● **RAW DATA**
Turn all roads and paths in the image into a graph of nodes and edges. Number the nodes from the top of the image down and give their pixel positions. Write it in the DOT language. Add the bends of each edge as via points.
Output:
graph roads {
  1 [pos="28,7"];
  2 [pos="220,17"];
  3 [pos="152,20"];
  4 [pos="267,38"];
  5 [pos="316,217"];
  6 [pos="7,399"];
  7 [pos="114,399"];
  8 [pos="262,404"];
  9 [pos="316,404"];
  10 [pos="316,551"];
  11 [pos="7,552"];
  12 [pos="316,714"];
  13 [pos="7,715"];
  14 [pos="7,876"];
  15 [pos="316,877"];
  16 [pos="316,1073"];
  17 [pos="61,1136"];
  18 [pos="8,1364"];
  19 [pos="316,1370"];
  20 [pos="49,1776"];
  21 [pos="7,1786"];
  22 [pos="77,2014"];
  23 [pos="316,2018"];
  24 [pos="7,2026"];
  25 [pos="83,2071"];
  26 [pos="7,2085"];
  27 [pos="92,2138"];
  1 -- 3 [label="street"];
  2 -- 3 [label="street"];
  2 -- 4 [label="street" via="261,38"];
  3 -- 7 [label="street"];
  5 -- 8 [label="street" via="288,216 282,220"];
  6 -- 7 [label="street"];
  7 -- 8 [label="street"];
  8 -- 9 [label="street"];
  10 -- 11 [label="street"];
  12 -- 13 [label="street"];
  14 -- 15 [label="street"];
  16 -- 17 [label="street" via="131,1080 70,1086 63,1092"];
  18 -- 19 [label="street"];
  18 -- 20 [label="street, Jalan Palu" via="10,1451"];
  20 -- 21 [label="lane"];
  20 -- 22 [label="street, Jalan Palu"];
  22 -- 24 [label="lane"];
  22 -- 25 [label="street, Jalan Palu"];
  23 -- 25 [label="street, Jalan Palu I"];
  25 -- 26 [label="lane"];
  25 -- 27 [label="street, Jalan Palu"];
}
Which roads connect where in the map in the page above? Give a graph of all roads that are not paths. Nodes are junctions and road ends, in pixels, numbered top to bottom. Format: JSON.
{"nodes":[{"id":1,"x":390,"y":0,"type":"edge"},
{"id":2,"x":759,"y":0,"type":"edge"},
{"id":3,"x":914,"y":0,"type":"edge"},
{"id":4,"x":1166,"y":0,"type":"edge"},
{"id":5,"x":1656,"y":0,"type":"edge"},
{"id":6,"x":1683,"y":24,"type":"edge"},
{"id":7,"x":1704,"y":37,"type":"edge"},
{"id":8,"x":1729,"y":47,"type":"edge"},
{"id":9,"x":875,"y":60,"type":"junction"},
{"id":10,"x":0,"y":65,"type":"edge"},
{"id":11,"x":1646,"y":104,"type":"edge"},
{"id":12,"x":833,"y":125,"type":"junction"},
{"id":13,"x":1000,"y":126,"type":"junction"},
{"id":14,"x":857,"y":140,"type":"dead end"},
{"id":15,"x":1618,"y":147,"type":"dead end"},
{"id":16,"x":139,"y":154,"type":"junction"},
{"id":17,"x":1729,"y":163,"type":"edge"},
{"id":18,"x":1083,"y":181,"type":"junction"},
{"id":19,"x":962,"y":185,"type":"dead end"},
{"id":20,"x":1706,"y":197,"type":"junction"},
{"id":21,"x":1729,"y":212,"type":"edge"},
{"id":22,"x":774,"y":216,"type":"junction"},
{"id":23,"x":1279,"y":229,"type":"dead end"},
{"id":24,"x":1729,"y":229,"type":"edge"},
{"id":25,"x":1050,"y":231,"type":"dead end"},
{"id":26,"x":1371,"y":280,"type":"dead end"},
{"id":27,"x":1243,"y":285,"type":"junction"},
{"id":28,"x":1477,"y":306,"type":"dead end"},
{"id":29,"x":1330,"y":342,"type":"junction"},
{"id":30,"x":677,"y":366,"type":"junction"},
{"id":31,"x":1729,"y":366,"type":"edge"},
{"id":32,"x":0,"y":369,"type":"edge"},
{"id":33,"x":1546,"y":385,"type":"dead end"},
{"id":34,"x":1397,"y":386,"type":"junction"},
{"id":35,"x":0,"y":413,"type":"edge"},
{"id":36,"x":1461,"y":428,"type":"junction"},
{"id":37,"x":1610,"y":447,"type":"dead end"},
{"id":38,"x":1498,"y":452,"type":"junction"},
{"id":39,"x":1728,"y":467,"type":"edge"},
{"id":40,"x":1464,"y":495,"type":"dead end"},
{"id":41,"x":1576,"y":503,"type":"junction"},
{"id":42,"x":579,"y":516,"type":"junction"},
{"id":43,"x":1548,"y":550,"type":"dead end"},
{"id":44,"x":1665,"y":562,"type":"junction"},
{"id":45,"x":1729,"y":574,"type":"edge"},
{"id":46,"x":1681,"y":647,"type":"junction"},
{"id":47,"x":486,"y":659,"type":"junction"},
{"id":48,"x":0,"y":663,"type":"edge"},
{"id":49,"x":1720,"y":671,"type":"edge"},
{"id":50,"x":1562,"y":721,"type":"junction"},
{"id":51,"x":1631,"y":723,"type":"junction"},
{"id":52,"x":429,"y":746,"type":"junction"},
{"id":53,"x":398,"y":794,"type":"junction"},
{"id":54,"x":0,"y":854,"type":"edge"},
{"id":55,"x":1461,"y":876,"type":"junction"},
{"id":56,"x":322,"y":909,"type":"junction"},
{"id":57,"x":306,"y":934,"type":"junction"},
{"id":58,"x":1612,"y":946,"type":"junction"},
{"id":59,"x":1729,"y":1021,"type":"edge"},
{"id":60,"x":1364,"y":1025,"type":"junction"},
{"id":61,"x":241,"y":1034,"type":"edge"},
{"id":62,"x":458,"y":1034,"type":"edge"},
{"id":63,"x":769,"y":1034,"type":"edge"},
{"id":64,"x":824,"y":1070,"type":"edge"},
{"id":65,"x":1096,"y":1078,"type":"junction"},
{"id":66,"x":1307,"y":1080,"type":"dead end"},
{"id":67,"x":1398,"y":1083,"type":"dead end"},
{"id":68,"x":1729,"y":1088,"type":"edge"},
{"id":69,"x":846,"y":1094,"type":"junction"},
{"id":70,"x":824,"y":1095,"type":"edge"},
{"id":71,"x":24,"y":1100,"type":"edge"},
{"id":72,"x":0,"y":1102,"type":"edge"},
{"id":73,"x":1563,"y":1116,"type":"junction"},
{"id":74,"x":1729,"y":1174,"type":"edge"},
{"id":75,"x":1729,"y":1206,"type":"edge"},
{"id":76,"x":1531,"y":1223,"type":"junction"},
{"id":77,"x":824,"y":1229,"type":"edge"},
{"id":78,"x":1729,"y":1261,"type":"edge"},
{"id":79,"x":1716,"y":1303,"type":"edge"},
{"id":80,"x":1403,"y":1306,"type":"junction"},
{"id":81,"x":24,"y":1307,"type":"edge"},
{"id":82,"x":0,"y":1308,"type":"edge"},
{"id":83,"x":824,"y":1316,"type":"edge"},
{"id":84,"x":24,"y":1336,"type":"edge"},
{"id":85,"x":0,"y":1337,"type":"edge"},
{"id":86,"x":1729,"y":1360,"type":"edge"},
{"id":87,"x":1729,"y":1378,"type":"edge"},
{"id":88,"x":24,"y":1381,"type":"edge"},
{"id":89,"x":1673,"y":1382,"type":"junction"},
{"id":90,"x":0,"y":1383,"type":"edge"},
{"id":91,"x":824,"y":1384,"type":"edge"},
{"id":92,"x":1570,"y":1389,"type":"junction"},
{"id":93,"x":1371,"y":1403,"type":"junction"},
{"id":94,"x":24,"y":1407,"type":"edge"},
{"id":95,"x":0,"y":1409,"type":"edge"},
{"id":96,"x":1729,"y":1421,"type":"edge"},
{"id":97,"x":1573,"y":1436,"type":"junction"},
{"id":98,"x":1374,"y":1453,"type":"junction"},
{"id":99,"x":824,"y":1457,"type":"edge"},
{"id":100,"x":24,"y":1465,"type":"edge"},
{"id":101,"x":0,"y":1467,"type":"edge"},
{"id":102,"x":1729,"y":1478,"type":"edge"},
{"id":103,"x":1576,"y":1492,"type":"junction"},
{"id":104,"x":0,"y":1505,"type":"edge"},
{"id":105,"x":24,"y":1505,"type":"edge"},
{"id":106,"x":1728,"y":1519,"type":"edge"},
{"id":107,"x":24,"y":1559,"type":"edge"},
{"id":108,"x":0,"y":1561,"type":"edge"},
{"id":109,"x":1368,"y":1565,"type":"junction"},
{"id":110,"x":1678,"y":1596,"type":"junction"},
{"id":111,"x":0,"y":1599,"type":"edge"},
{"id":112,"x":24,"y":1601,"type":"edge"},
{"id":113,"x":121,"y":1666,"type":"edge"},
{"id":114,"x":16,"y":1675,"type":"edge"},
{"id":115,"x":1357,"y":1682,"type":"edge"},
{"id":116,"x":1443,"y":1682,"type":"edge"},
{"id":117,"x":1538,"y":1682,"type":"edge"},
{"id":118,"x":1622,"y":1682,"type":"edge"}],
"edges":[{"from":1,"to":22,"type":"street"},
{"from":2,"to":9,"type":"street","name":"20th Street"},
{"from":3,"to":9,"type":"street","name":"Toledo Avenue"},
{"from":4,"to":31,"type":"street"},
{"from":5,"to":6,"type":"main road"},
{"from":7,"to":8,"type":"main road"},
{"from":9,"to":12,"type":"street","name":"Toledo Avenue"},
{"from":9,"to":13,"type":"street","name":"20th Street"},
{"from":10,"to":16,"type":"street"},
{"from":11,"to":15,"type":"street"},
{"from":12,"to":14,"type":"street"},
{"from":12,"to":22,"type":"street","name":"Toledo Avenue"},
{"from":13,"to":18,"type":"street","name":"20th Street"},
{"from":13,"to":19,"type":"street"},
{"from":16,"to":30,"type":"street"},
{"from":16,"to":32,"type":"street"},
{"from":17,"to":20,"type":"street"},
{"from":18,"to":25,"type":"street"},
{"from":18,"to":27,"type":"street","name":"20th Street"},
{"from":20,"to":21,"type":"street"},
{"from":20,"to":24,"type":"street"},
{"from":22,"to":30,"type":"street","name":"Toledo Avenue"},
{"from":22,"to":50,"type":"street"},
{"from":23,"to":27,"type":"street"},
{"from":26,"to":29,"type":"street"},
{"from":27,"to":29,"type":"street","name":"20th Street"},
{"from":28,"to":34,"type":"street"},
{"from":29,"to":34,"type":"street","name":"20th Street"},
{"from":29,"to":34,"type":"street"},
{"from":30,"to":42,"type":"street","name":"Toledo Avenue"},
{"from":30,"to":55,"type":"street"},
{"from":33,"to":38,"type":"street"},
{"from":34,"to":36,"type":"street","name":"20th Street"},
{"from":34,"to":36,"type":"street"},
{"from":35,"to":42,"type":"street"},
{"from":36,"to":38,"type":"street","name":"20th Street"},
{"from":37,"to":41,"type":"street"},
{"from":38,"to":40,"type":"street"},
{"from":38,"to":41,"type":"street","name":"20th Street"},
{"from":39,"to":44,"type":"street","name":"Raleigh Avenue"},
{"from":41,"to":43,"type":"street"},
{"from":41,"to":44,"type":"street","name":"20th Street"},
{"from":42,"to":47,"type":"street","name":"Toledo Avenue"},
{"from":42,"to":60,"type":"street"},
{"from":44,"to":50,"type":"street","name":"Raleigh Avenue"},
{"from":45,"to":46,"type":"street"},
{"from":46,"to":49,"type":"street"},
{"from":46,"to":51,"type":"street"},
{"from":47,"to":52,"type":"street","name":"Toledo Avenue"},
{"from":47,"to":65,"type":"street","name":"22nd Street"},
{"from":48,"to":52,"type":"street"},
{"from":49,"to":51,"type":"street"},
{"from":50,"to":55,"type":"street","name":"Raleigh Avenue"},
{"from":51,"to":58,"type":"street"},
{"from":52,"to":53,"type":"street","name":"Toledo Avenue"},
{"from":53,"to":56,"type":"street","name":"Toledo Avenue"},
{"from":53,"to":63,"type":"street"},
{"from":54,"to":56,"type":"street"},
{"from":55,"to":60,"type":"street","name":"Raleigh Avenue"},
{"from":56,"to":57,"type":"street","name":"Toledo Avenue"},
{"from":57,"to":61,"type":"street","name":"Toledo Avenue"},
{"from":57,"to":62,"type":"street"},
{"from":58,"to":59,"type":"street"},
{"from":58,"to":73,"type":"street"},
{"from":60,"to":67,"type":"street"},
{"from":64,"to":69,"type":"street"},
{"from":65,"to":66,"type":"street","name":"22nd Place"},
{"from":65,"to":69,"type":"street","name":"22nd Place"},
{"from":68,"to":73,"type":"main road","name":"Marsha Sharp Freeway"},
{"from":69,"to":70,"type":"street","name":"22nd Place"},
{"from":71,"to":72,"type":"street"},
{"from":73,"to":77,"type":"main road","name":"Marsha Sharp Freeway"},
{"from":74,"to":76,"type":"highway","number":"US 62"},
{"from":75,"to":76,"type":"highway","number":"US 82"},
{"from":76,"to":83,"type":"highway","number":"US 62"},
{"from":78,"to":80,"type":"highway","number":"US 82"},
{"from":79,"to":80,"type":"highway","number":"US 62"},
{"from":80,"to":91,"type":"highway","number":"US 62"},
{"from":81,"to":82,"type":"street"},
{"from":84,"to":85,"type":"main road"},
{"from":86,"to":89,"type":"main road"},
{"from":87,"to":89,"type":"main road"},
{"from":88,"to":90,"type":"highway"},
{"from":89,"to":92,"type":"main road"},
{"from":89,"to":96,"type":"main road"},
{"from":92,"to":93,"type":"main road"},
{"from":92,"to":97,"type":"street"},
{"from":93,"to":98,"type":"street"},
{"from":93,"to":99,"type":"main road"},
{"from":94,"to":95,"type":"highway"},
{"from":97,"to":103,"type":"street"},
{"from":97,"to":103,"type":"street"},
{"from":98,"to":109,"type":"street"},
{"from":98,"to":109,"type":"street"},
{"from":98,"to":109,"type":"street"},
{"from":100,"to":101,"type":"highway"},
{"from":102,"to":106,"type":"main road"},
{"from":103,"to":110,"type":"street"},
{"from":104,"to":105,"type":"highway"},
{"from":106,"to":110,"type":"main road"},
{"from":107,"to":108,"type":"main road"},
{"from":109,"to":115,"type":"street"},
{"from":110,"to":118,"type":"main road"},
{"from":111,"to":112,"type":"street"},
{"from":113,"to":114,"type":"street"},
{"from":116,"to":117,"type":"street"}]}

● **PROBLEM DETAILS**
Within the entries, find all lines that contain "Marsha" and copy each one.

● **THE COMPLETED TASK**
{"from":68,"to":73,"type":"main road","name":"Marsha Sharp Freeway"},
{"from":73,"to":77,"type":"main road","name":"Marsha Sharp Freeway"},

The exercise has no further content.